The DoE has an inventory of some 700,000 tonnes of uranium hexafluoride tails – the “leftovers” from uranium enrichment – and a program is under way to convert it back into the oxide form, which is more stable and can easily be disposed of as low-level radioactive waste. The depleted uranium oxide could also potentially be re-used, and DoE, through its Office of Environmental Management, had been charged with investigating this.
A new report from the DoE’s Office of the Inspector General (IG) has concluded that the DoE has not followed through adequately on various promising potential applications. The report, based on an audit carried out between November 2007 and August 2008, questioned plans to dispose of nearly all the 551,000 tonnes of depleted uranium from the deconversion project as waste at an estimated cost of $428 million.
Over the years, some DU has been used to blend down highly enriched uranium from decommissioned nuclear weapons so it can be used to generate energy in nuclear reactors. Other uses have relied on its very high density, which also makes it even more effective than lead as a radiation shielding material. It is not classed as a dangerous substance radiologically, but has a chemical toxicity similar to lead. DoE research carried out over 13 years found that it could potentially be used in catalysts, semiconductors, nuclear repository applications and radiation shielding products. The IG report criticises that, with the exception of spent nuclear fuel shielding applications, not enough has been done to pursue these avenues.
The report notes that swingeing budget cuts have been a major factor behind the lapse in research, but questions the wisdom of management decisions within DoE to lower the priority of the DU work when funds became limited.
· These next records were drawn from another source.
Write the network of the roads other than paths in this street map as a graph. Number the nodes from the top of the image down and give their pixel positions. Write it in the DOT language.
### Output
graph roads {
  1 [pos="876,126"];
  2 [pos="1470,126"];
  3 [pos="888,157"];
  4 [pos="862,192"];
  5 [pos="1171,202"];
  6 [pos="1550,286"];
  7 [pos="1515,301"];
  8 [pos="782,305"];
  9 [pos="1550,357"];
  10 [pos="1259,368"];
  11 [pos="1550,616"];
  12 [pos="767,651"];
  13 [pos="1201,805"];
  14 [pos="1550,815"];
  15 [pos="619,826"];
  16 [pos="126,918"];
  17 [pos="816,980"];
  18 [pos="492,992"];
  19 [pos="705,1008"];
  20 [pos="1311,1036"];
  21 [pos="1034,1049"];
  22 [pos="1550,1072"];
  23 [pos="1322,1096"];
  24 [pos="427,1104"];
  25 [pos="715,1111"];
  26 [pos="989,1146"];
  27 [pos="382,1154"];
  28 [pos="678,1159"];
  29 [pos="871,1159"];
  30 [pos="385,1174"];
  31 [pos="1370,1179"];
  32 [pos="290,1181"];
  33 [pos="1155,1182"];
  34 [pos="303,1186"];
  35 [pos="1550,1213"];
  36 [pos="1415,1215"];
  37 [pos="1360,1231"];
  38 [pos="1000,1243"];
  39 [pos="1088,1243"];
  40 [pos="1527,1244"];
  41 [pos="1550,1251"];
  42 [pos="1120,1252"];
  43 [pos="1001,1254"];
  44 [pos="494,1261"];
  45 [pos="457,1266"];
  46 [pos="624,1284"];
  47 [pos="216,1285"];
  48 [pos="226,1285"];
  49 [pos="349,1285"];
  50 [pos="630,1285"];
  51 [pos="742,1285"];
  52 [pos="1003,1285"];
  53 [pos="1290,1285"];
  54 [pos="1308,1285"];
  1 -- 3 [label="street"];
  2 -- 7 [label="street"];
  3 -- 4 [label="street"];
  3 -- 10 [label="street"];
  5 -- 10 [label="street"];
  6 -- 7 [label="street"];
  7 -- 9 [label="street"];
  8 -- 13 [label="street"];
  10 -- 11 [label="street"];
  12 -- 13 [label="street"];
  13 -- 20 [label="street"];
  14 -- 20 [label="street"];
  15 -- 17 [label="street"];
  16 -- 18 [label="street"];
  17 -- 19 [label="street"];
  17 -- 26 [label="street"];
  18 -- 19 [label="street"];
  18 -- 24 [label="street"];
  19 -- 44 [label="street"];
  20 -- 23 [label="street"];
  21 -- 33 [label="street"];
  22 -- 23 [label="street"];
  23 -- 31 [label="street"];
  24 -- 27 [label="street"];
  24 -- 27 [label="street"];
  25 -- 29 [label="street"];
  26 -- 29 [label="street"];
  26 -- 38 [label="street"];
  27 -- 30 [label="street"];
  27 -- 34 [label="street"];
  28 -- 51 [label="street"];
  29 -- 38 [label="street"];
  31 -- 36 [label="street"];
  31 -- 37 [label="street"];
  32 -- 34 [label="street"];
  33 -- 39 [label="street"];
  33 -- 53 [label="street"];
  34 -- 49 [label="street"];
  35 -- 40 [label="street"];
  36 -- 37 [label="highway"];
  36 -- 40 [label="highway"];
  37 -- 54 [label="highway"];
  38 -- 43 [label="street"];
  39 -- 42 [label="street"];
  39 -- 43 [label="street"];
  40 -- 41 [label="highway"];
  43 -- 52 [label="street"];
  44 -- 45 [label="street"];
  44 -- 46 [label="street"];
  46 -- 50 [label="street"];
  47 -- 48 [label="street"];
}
According to the IG report, “modest investments sufficient to continue the research for alternative use for depleted uranium oxide have the potential to avoid significant disposal costs.” It also criticises a DoE decision only to focus on uses that would be able to consume a significant portion of the inventory, and notes that radiation shielding uses alone would have the potential to absorb the entire inventory.
No commercial interest?
In response, DoE has said that a lack of commercial interest in the use of DU means that further investigations are not currently warranted. Nonetheless, with two plants currently being built to carry out the reconversion at the Paducah, Kentucky and Portsmouth, Ohio sites due to start up in 2010, it concedes that “it may be beneficial to reassess” to that end it will issue an expression of interest by early 2010 to gauge any industry interest in the uses of DU. The reconversion plants are being built by contractor Uranium Disposition Services (UDS).
Separately, a US speciality chemical company is working on using unconverted depleted uranium hexafluoride as a feedstock to produce fluorine for the manufacture of high-value fluoride gases. In November, International Isotopes Inc said that plans to build a commercial plant based on its patented Fluorine Extraction Process (FEP) technology remained on track with work on a pilot plant to begin in 2009.